Figure 6. Enterochromaffin cells modulate 5HT₃R-expressing afferent nerves

A. Representative recordings from single mucosal afferent nerve fibers innervating intact colonic epithelium in an ex vivo preparation. Norepinephrine (NE, 1µM) applied to the epithelium elicited chemosensory responses that were blocked by the TRPC4 inhibitor ML204 (10µM) or the 5HT₃R antagonist alosetron (10µM). Isovalerate (IVL, 200µM) also evoked alosetron-sensitive afferent activity. Scale bars: 500µV, 50s. Representative of n=8–9 per condition. p<0.0001 for number of action potentials measured in response to NE (321.5±55.4 spikes, 4/8 responsive fibers) versus NE+ML204 (0 spikes, 0/8 responsive fibers) or NE+alosetron (0 spikes, 0/9 responsive fibers), one-way ANOVA with post-hoc Bonferroni test. p < 0.01 for number of action potentials measured in response to IVL (648.7±339.3 spikes, 3/8 responsive fibers) versus IVL+alosetron (0 spikes, 0/8 responsive fibers). B. The 5HT₃R agonist mCPBG (10µM), but not NE (1µM) or isovalerate (IVL, 200µM), evoked representative Ca²⁺ responses in retrogradely-labeled colonic sensory neurons isolated from lumbosacral dorsal root ganglia. All neurons quantified responded to high extracellular K⁺. Black traces represent an average of all cells in the field shown in grey. Scale bar: 0.1 Fura-2 ratio, 60s. Responsive neurons: n=0/16 for NE, n=0/62 for IVL, n=16/35 for mCPBG.

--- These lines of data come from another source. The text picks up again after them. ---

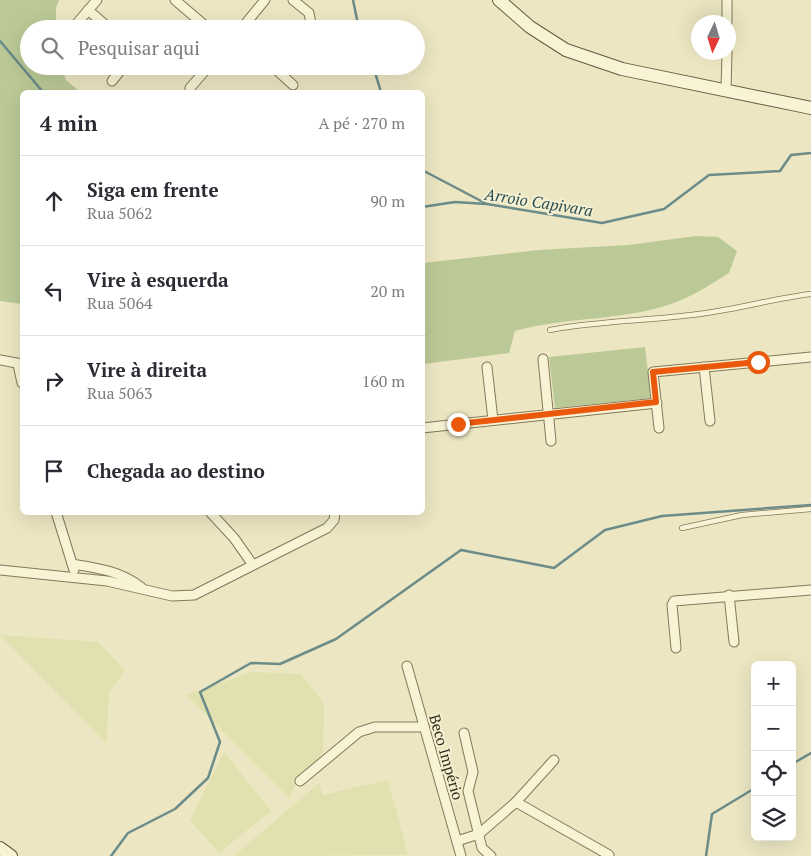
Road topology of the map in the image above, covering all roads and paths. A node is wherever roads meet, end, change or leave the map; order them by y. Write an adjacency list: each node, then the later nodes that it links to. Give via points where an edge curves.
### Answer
1 (96, 0): 7 (street)
2 (175, 0): 11 (street)
3 (265, 0): 12 (street)
4 (293, 0): 13 (street, via 309,14)
5 (499, 0): 21 (street, via 530,27 566,50 622,69)
6 (727, 0): 8 (street)
7 (88, 10): 9 (street); 10 (street)
8 (727, 15)
9 (80, 20)
10 (100, 20)
11 (198, 20)
12 (248, 20)
13 (310, 20)
14 (726, 60): 21 (street)
15 (116, 75): 18 (street)
16 (201, 75): 20 (street)
17 (282, 75): 19 (street)
18 (112, 80)
19 (293, 85)
20 (190, 88)
21 (726, 90): 22 (street)
22 (811, 108)
23 (811, 294): 24 (lane, via 774,298 693,315 578,324)
24 (550, 330)
25 (811, 356): 30 (street)
26 (543, 359): 32 (street)
27 (0, 360): 28 (street)
28 (20, 364)
29 (488, 367): 33 (street)
30 (704, 367): 31 (street, via 653,372); 34 (street)
31 (656, 402): 32 (street); 36 (street)
32 (548, 414): 33 (street); 37 (street)
33 (493, 420): 35 (street)
34 (710, 421)
35 (425, 428)
36 (659, 428)
37 (551, 441)
38 (811, 509): 42 (lane, via 742,515)
39 (57, 515): 43 (street)
40 (213, 515): 44 (street)
41 (335, 515): 44 (street, via 327,528)
42 (682, 528)
43 (72, 564): 46 (street); 47 (street, via 115,572)
44 (253, 565): 47 (street, via 194,595 172,596)
45 (0, 570): 46 (street)
46 (76, 577): 47 (street)
47 (143, 589)
48 (811, 590): 49 (street)
49 (729, 595): 50 (street); 51 (street, via 674,601)
50 (734, 642)
51 (676, 648)
52 (407, 666): 53 (street, Beco Império)
53 (424, 726): 56 (street, via 375,727 359,732); 59 (street, Beco Império)
54 (464, 733): 58 (street, via 473,772 468,791)
55 (554, 760): 57 (street)
56 (300, 781)
57 (516, 802): 58 (street); 61 (street)
58 (479, 834): 59 (street); 64 (street, via 482,848)
59 (457, 841): 63 (street, Beco Império)
60 (0, 848): 62 (street)
61 (610, 855)
62 (11, 856)
63 (461, 856)
64 (491, 856)

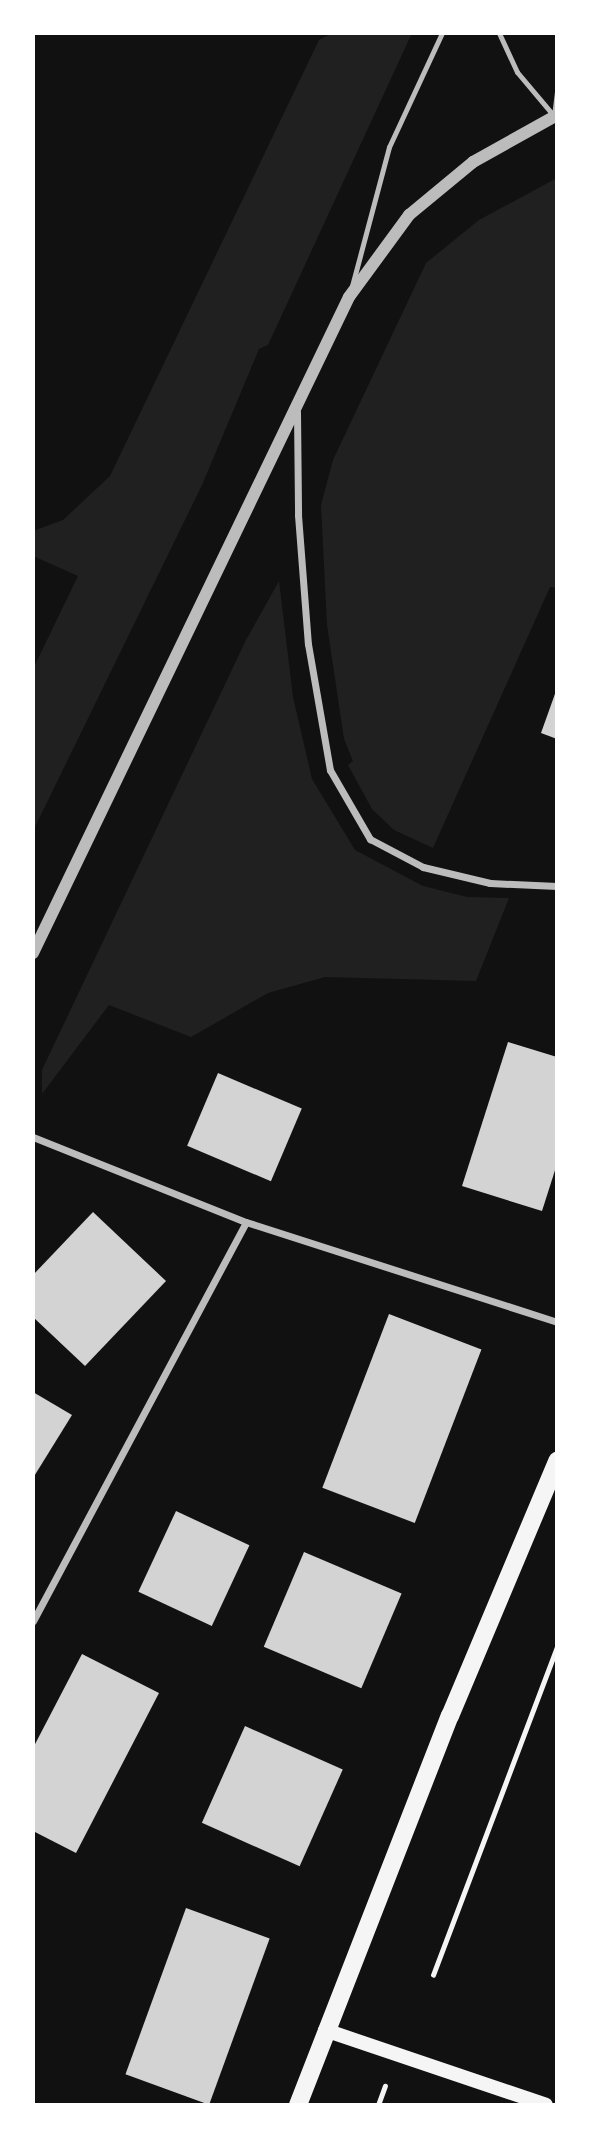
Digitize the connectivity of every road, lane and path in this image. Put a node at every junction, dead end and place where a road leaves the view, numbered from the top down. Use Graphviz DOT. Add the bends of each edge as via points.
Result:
graph roads {
  1 [pos="442,33"];
  2 [pos="499,33"];
  3 [pos="557,92"];
  4 [pos="555,115"];
  5 [pos="349,297"];
  6 [pos="296,406"];
  7 [pos="557,886"];
  8 [pos="33,953"];
  9 [pos="33,1138"];
  10 [pos="246,1222"];
  11 [pos="557,1322"];
  12 [pos="557,1461"];
  13 [pos="33,1621"];
  14 [pos="557,1646"];
  15 [pos="433,1975"];
  16 [pos="324,2030"];
  17 [pos="298,2105"];
  18 [pos="546,2105"];
  1 -- 5 [label="lane" via="389,146"];
  2 -- 4 [label="lane" via="517,72"];
  3 -- 4 [label="lane"];
  4 -- 5 [label="street" via="473,162 409,215"];
  5 -- 6 [label="street"];
  6 -- 7 [label="street" via="308,644 330,770 370,839 423,867 491,883"];
  6 -- 8 [label="street"];
  9 -- 10 [label="street"];
  10 -- 11 [label="street"];
  10 -- 13 [label="street"];
  12 -- 16 [label="main road"];
  14 -- 15 [label="path"];
  16 -- 17 [label="main road"];
  16 -- 18 [label="main road"];
}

Figure 7. Enterochromaffin cells induce mechanical hypersensitivity of colonic afferents

A. Representative mechanical responses from single low-threshold mechanoreceptive mucosal afferent fibers elicited by a 10mg von Frey hair stimulus to epithelium. Mechanical responses were enhanced following epithelial treatment with norepinephrine (NE, 1µM) and hypersensitivity was blocked by the TRPC4 inhibitor ML204 (10µM) or 5HT₃R antagonist alosetron (10µM). n=8–9 per condition. Scale bars: 400µV, 10s. p<0.0001 for contribution of treatment to series variance for NE versus basal and no significant difference with NE+ML204 or alosetron, two-way ANOVA with post-hoc Bonferroni test. B. Afferent mechanosensory responses were enhanced following epithelial treatment with isovalerate (IVL, 200µM) and hypersensitivity was blocked by alosetron (10µM). A 500mg von Frey hair was used as an epithelial mechanical stimulus for representative traces. n=8–9 per condition. Scale bars: 500µV, 10s. p<0.0001 for contribution of treatment to series variance for IVL versus basal and no significant difference with IVL+alosetron, two-way ANOVA with post-hoc Bonferroni test. All data represented as mean ± sem.